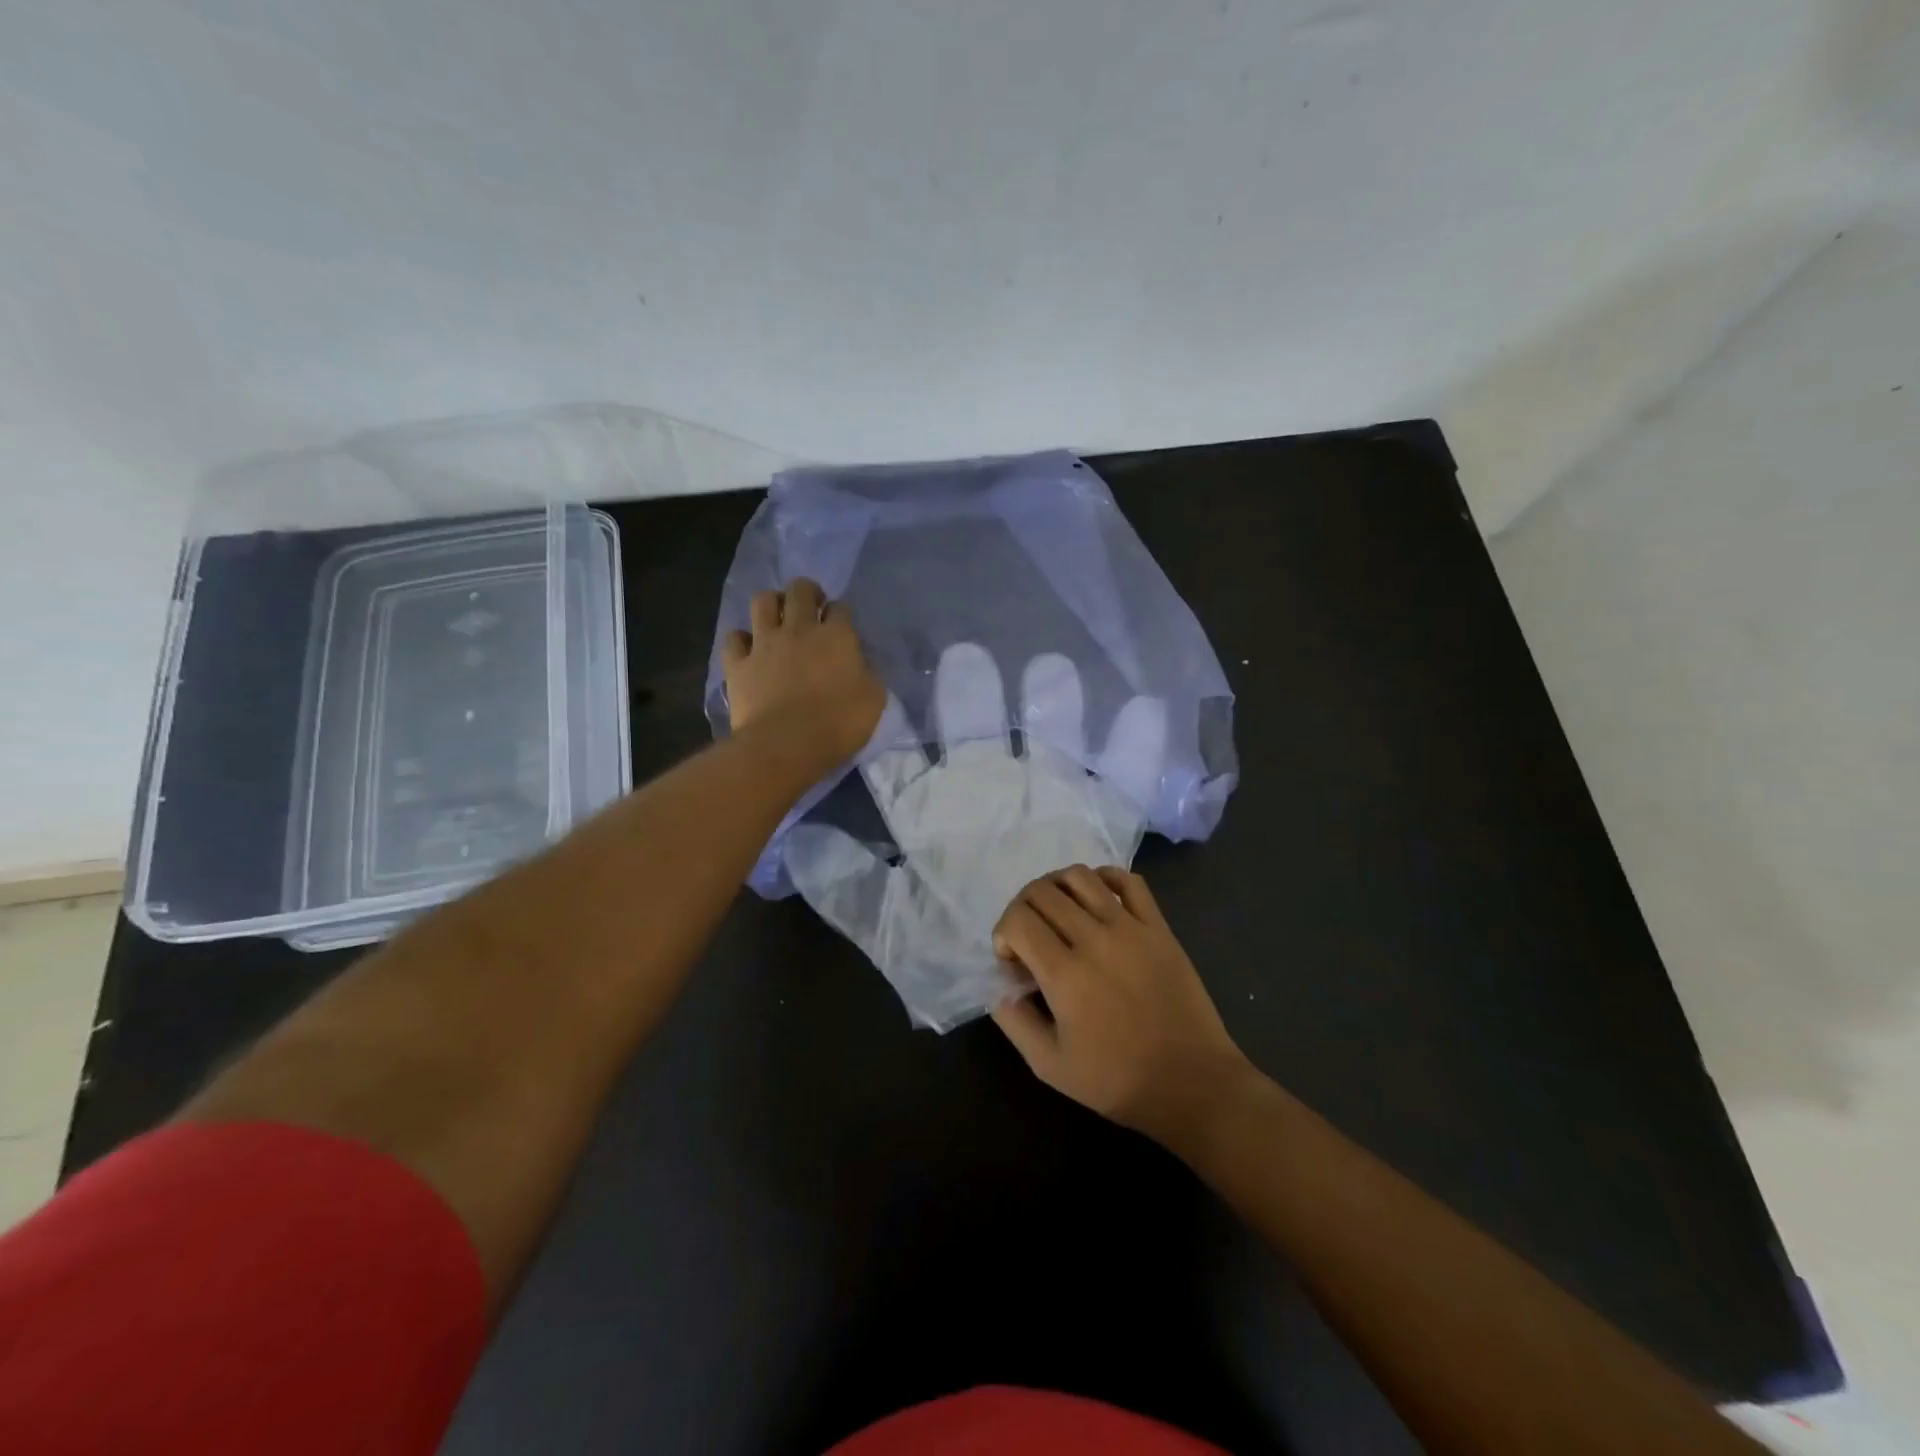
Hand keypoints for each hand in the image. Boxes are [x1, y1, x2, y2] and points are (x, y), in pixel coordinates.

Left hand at [722, 578, 884, 764]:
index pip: (841, 608)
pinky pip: (734, 638)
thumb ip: (868, 674)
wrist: (786, 745)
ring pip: (762, 601)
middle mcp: (799, 629)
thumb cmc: (838, 724)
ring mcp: (764, 643)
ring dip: (772, 603)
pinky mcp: (738, 663)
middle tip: (811, 607)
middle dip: (807, 592)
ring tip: (777, 617)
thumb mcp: (874, 700)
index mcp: (837, 636)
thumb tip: (859, 664)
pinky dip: (741, 640)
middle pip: (800, 590)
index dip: (842, 613)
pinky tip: (748, 649)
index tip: (843, 626)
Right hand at [990, 865, 1254, 1147]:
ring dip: (1056, 886)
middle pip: (1042, 892)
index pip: (1018, 919)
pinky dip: (1104, 877)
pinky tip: (1096, 898)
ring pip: (1080, 876)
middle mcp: (1094, 939)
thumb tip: (1000, 986)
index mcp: (1064, 973)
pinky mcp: (1158, 927)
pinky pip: (1128, 881)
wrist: (1192, 1082)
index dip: (1003, 933)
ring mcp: (1130, 927)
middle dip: (1023, 908)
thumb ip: (1014, 1021)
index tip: (1013, 960)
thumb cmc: (1117, 1080)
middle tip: (1029, 937)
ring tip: (1058, 912)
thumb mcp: (1049, 1065)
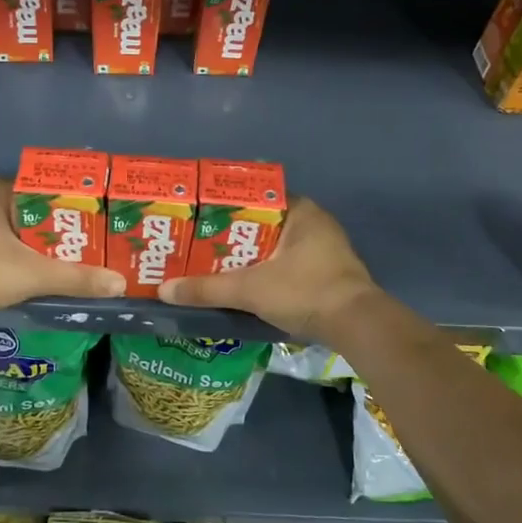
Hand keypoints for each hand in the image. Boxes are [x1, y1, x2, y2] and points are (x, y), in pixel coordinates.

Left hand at [0, 178, 124, 320]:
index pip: (47, 188)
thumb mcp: (35, 273)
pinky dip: (22, 256)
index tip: (97, 218)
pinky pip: (3, 245)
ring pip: (17, 230)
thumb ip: (77, 277)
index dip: (73, 202)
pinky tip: (41, 270)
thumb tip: (119, 284)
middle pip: (34, 211)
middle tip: (92, 241)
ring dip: (41, 243)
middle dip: (60, 226)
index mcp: (0, 190)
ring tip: (75, 257)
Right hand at [158, 199, 376, 340]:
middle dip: (234, 232)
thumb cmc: (305, 291)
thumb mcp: (250, 289)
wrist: (357, 326)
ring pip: (276, 244)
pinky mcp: (328, 272)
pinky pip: (288, 262)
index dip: (227, 205)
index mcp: (300, 210)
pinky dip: (267, 268)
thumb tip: (164, 290)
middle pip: (264, 222)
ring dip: (251, 253)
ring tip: (215, 261)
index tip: (201, 215)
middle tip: (200, 241)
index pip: (256, 196)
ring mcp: (325, 248)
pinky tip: (246, 281)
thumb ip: (207, 288)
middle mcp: (315, 222)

#####

> [Activity] For this exercise, please output exactly the lines above starting at the line with "middle pip: (34, 211)" and ending at the line with "thumb tip: (164, 290)", ends included.

> [Exercise solution]
middle pip: (34, 211)
middle tip: (92, 241)
ring dip: (41, 243)
middle dip: (60, 226)
index mcp: (0, 190)
ring tip: (75, 257)
Right hand at [158, 199, 376, 340]:
middle dip: (234, 232)
thumb cmc: (305, 291)
thumb mcp: (250, 289)
wrist: (357, 326)
ring pip: (276, 244)
pinky mcp: (328, 272)
pinky pip: (288, 262)
index dip: (227, 205)
index mcp: (300, 210)
pinky dip: (267, 268)
thumb tip: (164, 290)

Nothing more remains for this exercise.